Het kerkelijk centrum past dus goed op deze plek gezien omliggende functies. Ook worden omliggende functies niet beperkt door voorliggend plan. Het bestemmingsplan is daarmee uitvoerbaar ten aanzien van milieuzonering.
Het beleid voor externe veiligheid is gericht op het beperken en beheersen van risico's voor de omgeving die ontstaan door opslag, productie, gebruik en vervoer van gevaarlijke stoffen.
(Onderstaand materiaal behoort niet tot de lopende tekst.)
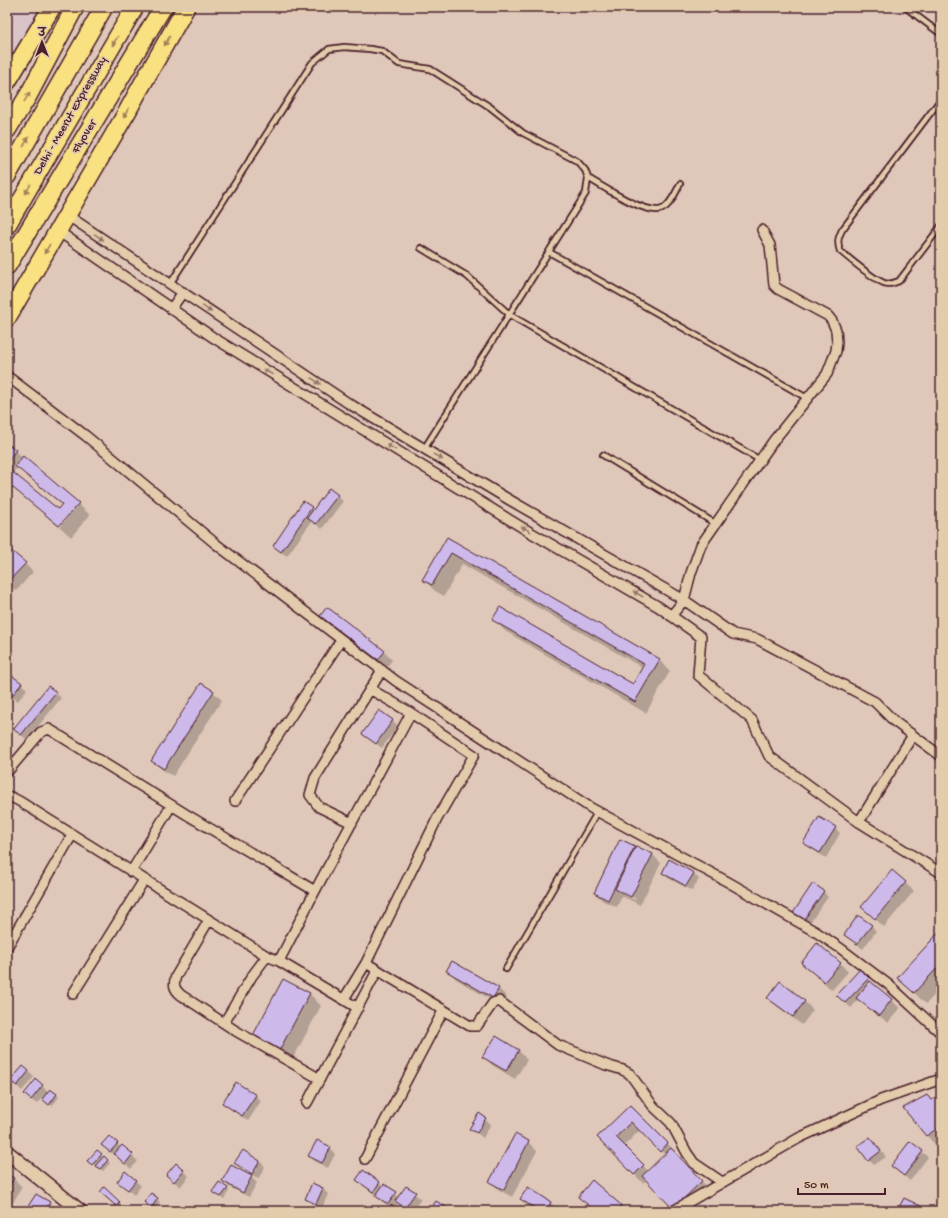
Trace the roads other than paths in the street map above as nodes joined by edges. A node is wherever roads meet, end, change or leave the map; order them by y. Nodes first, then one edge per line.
1 (52, 7) edge
2 (75, 7) edge
3 (104, 7) edge
4 (135, 7) edge
5 (163, 7) edge
6 (186, 7) edge
7 (906, 7) edge
8 (941, 34) edge
9 (7, 82) edge
10 (941, 99) edge
11 (7, 130) edge
12 (7, 176) edge
13 (588, 178) junction
14 (680, 184) dead end
15 (67, 215) junction
16 (7, 225) edge
17 (941, 226) edge
18 (762, 230) dead end
19 (58, 231) junction
20 (421, 248) dead end
21 (549, 252) junction
22 (7, 266) edge
23 (170, 284) junction
24 (183, 292) junction
25 (171, 309) junction
26 (510, 315) junction
27 (7, 318) edge
28 (7, 376) edge
29 (807, 398) junction
30 (424, 449) junction
31 (604, 455) dead end
32 (760, 460) junction
33 (716, 524) junction
34 (684, 600) junction
35 (671, 616) junction
36 (342, 640) junction
37 (382, 670) junction
38 (370, 689) junction
39 (411, 713) junction
40 (913, 735) junction
41 (941, 756) edge
42 (7, 772) edge
43 (7, 796) edge
44 (235, 801) dead end
45 (171, 806) junction
46 (598, 811) junction
47 (859, 822) junction
48 (352, 823) junction
49 (72, 835) junction
50 (131, 872) junction
51 (941, 873) edge
52 (144, 880) junction
53 (315, 891) junction
54 (209, 920) junction
55 (7, 947) edge
56 (267, 956) junction
57 (279, 961) junction
58 (366, 963) junction
59 (506, 969) dead end
60 (377, 971) junction
61 (74, 994) dead end
62 (344, 999) junction
63 (358, 1008) junction
64 (443, 1011) junction
65 (224, 1023) junction
66 (941, 1033) edge
67 (320, 1079) junction
68 (941, 1079) edge
69 (307, 1103) dead end
70 (7, 1152) edge
71 (365, 1159) dead end
72 (722, 1182) junction
73 (80, 1211) edge
74 (672, 1211) edge

1 - 9 highway
11 -> 2 highway
12 -> 3 highway
4 -> 16 highway, Delhi - Meerut Expressway
5 - 22 highway, Flyover
6 -> 15 highway
7 - 8 lane
10 - 17 lane
13 - 14 lane
13 - 21 lane
13 - 23 lane
15 - 19 highway
15 -> 23 street
18 - 29 street
19 - 25 street
19 -> 27 highway
20 - 26 lane
21 - 26 lane
21 - 29 lane
23 - 24 street
24 - 25 street
24 -> 30 street
35 -> 25 street
26 - 30 lane
26 - 32 lane
28 - 36 street
29 - 32 street
30 -> 34 street
31 - 33 lane
32 - 33 street
33 - 34 street
34 - 35 street
34 - 40 street
35 - 47 street
36 - 37 street
36 - 44 street
37 - 38 street
37 - 46 street
38 - 39 street
38 - 48 street
39 - 48 street
39 - 58 street
40 - 41 street
40 - 47 street
42 - 45 street
43 - 49 street
45 - 50 street
45 - 53 street
46 - 59 lane
46 - 66 street
47 - 51 street
48 - 53 street
49 - 50 street
49 - 55 street
50 - 52 street
52 - 54 street
52 - 61 street
53 - 57 street
54 - 56 street
54 - 65 street
56 - 57 street
56 - 65 street
57 - 62 street
58 - 60 street
58 - 62 street
60 - 63 street
60 - 64 street
62 - 63 street
63 - 67 street
64 - 71 street
64 - 72 street
65 - 67 street
67 - 69 street
68 - 72 street
70 - 73 street
72 - 74 street

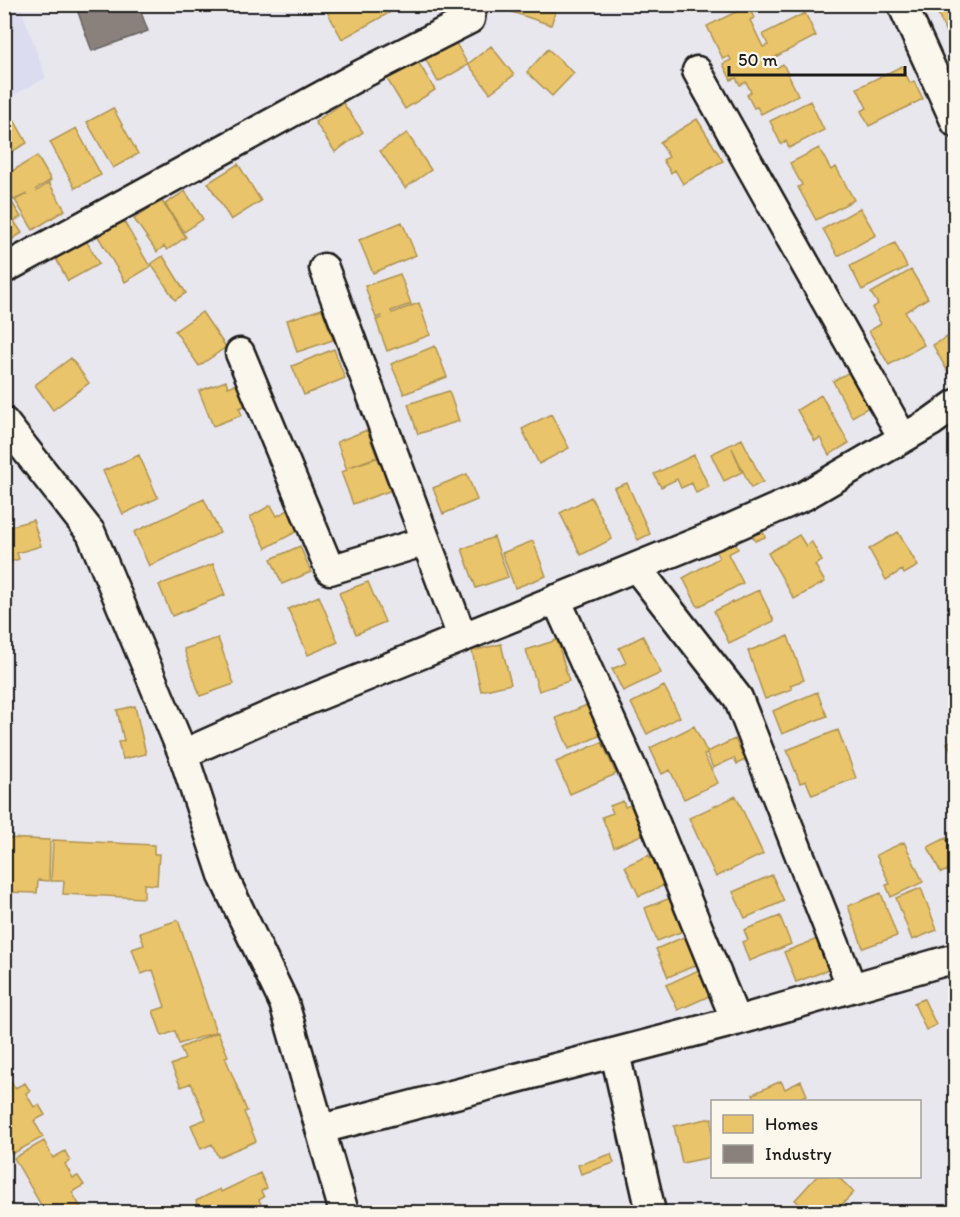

Hierbij gaat het om risicovolle inrichtingen, transportroutes voor het vervoer van gevaarlijke stoffen en buisleidingen.
De verplichting om in een ruimtelijk plan in te gaan op deze risico's komt voort uit het 'Besluit externe veiligheid inrichtingen' (Bevi), het 'Besluit externe veiligheid transportroutes' (Bevt) en het 'Besluit externe veiligheid buisleidingen' (Bevb). Daarnaast zijn in het Activiteitenbesluit milieubeheer en het Vuurwerkbesluit veiligheidsafstanden genoemd die moeten worden aangehouden rond stationaire risicobronnen, niet zijnde een Bevi-inrichting.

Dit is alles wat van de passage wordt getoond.